Confession time. I have a consuming passion for Jesus, a deep love for people, an insatiable burning for God’s Kingdom to be established on earth…and yet sometimes, I find myself nearly paralyzed by what I can only classify as fear


And no, I’m not speaking of what the Bible calls “the fear of the Lord,” which is the necessary beginning for all of our wisdom. I actually used to be terrified of God, but that was before I came to really know his affectionate love as Father. Today, I bask in the beauty of the right kind of “fear of the Lord,” acutely aware of his unspeakable power, mingled with his unquenchable love which will stop at nothing to see me completely conformed to his image. As I’ve often heard it said, “He loves us too much to leave us in our brokenness!” I no longer fear judgment or condemnation coming down from above. On the contrary, I have found God’s arms to be my safest space to drop my guard, allowing him to hold me and mold me. 


Likewise, I don’t wrestle with a fear of the unknown, a fear of a lack of provision, the fear of death, or really any other fear concerning upcoming global events. In all of these things that are way above my ability to predict, influence, or control, I remain at peace to simply be a kid and trust wherever my Father leads me. Now, before you go putting me on a pedestal or cue a celebratory round of applause, let me share where I do wrestle against fear. Warning: it’s much more petty than all of the other things I just listed. 


I sometimes struggle with a fear…of falling short


Left unchecked, I can get trapped in a silent but poisonous thought loop that I will let down the people I love the most; a fear that I will neglect something that I should not have neglected, or that I will reflect something that causes needless disappointment or pain. 

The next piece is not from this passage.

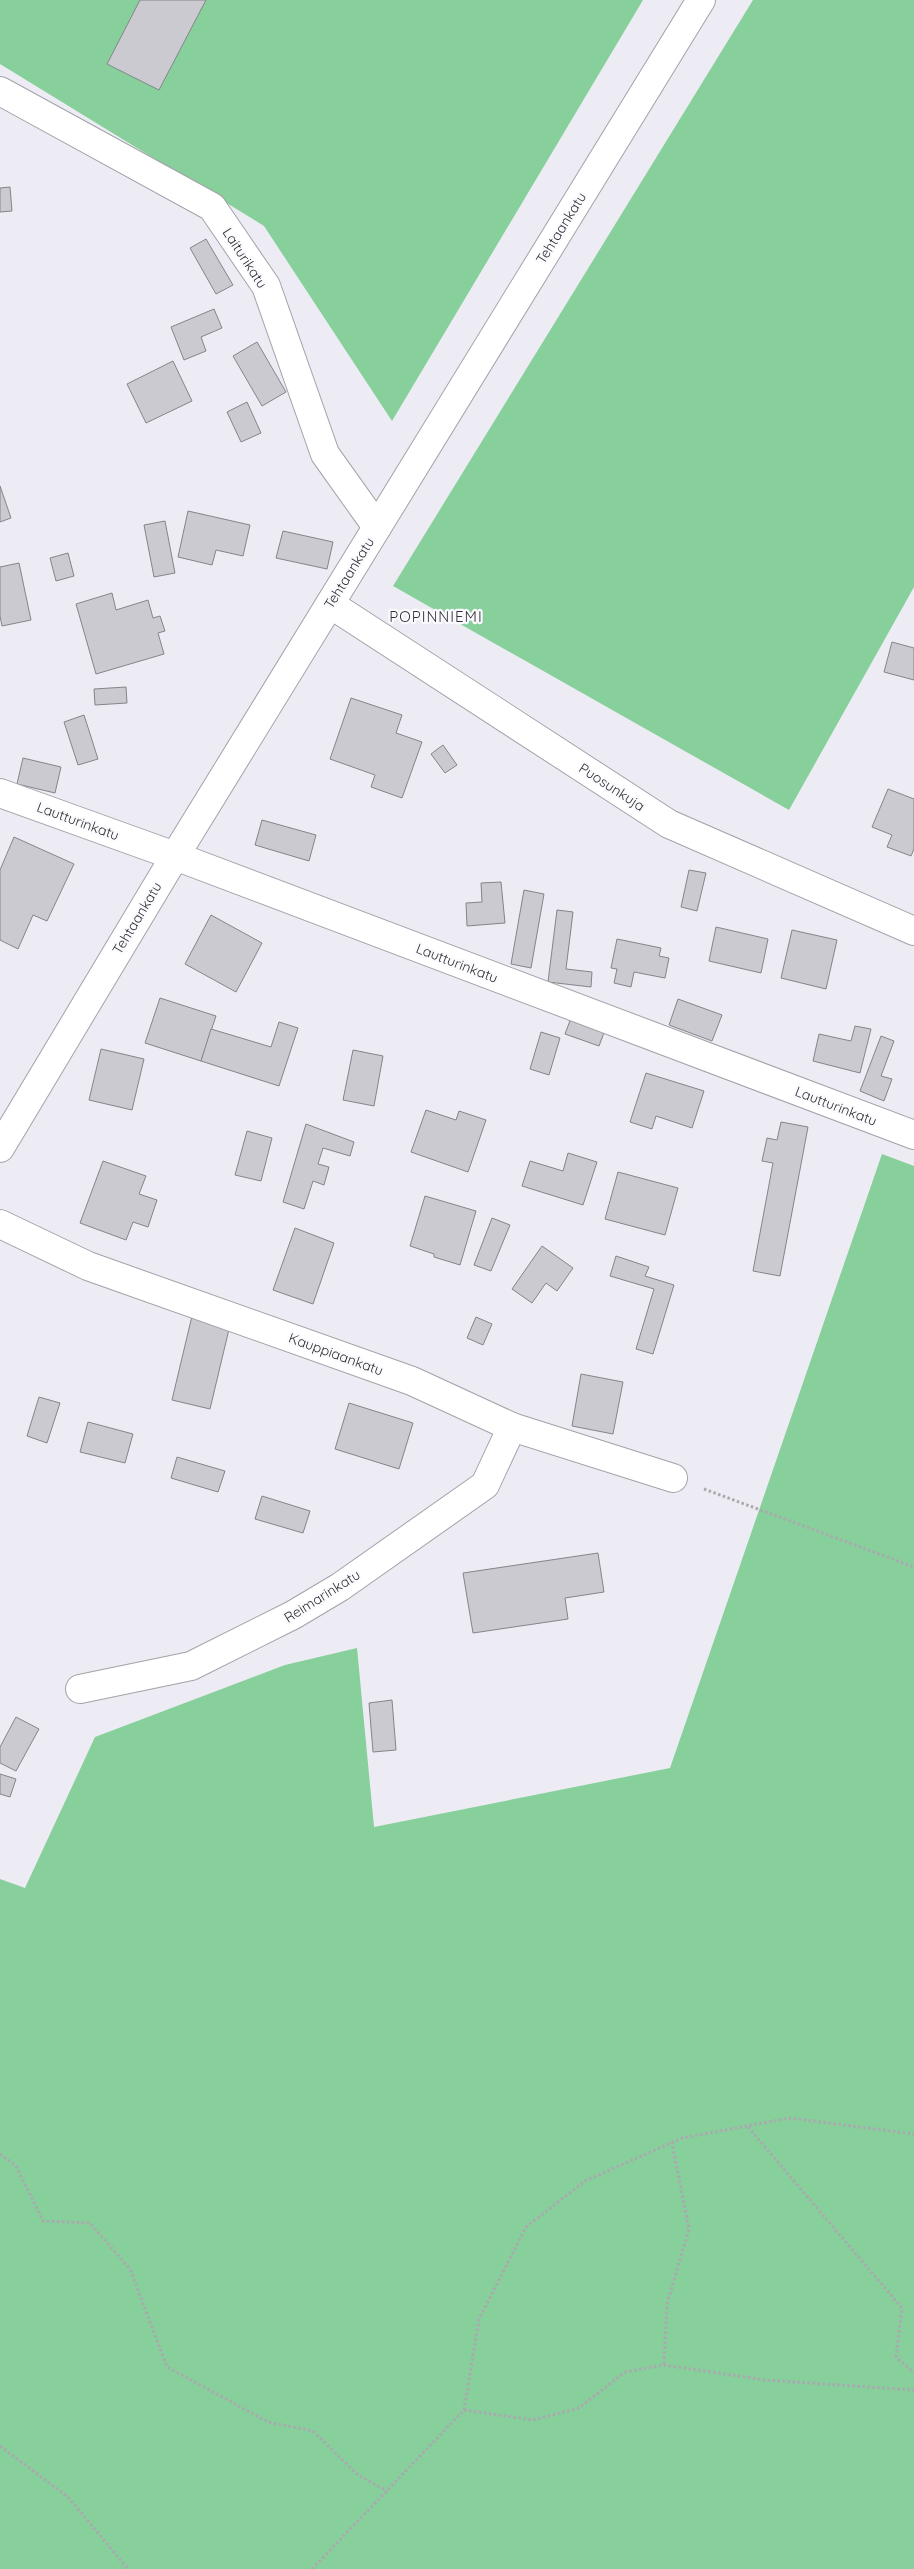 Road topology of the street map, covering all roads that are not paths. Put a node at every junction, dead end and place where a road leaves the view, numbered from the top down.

It is a false burden, believing that these “smaller” things are (or should somehow be) in my control, when there are a billion factors that demonstrate otherwise. It’s an exercise in futility, as I am just a guy who is working out his own salvation with fear and trembling and I am going to fall short in myriad ways this side of heaven. That’s all true. 

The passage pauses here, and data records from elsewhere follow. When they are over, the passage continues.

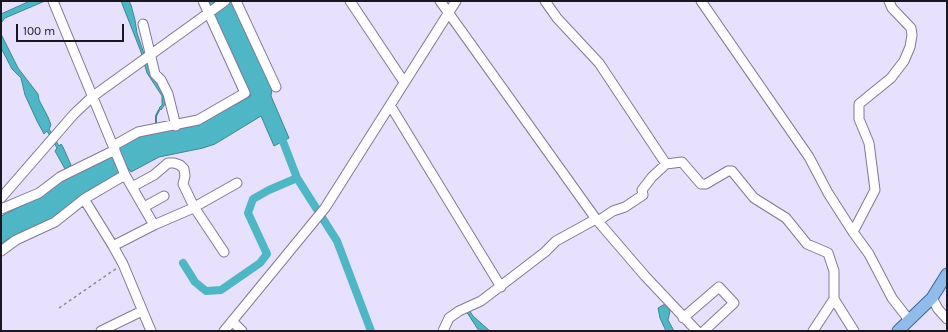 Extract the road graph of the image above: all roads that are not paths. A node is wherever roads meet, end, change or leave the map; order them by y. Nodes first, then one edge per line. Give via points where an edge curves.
1 (53, 1) edge
2 (203, 1) edge
3 (225, 1) edge
4 (236, 1) edge
5 (350, 1) edge
6 (440, 1) edge
7 (456, 1) edge
8 (545, 1) edge
9 (700, 1) edge
10 (889, 1) edge
11 (211, 11) junction
12 (448, 13) junction
13 (143, 24) dead end
14 (150, 55) junction
15 (404, 82) junction
16 (276, 87) dead end
17 (92, 97) junction
18 (390, 105) junction
19 (176, 126) junction
20 (115, 150) junction
21 (666, 164) junction
22 (124, 173) junction
23 (236, 184) dead end
24 (132, 187) junction
25 (164, 196) dead end
26 (1, 198) edge
27 (84, 199) junction
28 (144, 207) junction
29 (194, 207) junction
30 (1, 209) edge
31 (597, 220) junction
32 (154, 225) junction
33 (853, 232) junction
34 (114, 246) junction
35 (1, 251) edge
36 (224, 252) dead end
37 (947, 274) edge
38 (501, 287) junction
39 (932, 298) junction
40 (834, 299) junction
41 (142, 311) junction
42 (683, 318) junction
43 (947, 319) edge
44 (909, 320) junction
45 (232, 321) junction
46 (101, 331) edge
47 (151, 331) edge
48 (224, 331) edge
49 (242, 331) edge
50 (443, 331) edge
51 (697, 331) edge
52 (704, 331) edge
53 (813, 331) edge
54 (854, 331) edge
55 (898, 331) edge

1 - 17 street
2 - 11 street
3 - 11 street
4 - 16 street
5 - 15 street
6 - 12 street
7 - 12 street
8 - 21 street via 557,18 599,63
9 - 33 street via 809,157
10 - 33 street via 910,28 912,35 904,61 891,78 859,104 859,119 869,143 875,190
11 - 14 street
11 - 19 street via 245,94 198,120
12 - 15 street
12 - 31 street
13 - 14 street
14 - 17 street
14 - 19 street via 155,74 168,94
15 - 18 street
17 - 20 street
17 - 26 street
18 - 38 street
18 - 45 street via 325,208
19 - 20 street via 138,132
20 - 22 street
20 - 30 street via 60,177 39,193
21 - 31 street via 642,190 643,195
21 - 40 street via 682,162 698,182 706,184 732,171 754,198 786,218 807,244 828,253 834,271
22 - 24 street
22 - 27 street
23 - 29 street
24 - 28 street
24 - 29 street via 154,175 168,163 174,163 184,169 183,184
25 - 28 street
27 - 34 street
27 - 35 street via 55,222 16,240
28 - 32 street
29 - 32 street
29 - 36 street
31 - 38 street via 556,241
31 - 42 street
32 - 34 street
33 - 44 street via 870,254 892,298
34 - 41 street
37 - 39 main road
38 - 50 street via 481,301 454,314
39 - 43 street
39 - 44 main road
40 - 53 street
40 - 54 street
41 - 46 street
41 - 47 street
42 - 51 street
42 - 52 street via 719,287 734,303
44 - 55 main road
45 - 48 street
45 - 49 street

But this fear of missing it is also an unholy desire masquerading itself as love. Idolatry, really. In fearing falling short, I am elevating myself in my own eyes to stand above the frailties, shortcomings, and weaknesses of the rest of humanity. I am drawing my worth from my performance (the very definition of “anti-gospel” if there were one). And I am empowering the masses to weigh in on something which only my Creator can give me. My worth


In the moments I have feared failure, I have become like Moses begging God to “send someone else" to say and do the hard things. I have been like Gideon, laying out fleece after fleece to delay obeying what might be dangerous or unpopular. I have been like Saul, hiding in the baggage where God invited me to unashamedly step out, leading many to join me in following him. 


Fear — whatever brand of fear you might wrestle with — leads to a lack of courage, analysis paralysis, emotional turmoil, and can even start to manifest in our bodies (more on the healing God has been up to in my life in this area soon). The truth is that life is too big for us. All of it. We aren’t built to be the saviors or sustainers of anything. We are just branches who draw our very oxygen from the life-giving Vine. Apart from him, we really can do nothing. But we are invited to surrender to the Savior and Sustainer of all, held up by the glorious promise that his Spirit will empower us to walk courageously with him as ambassadors. 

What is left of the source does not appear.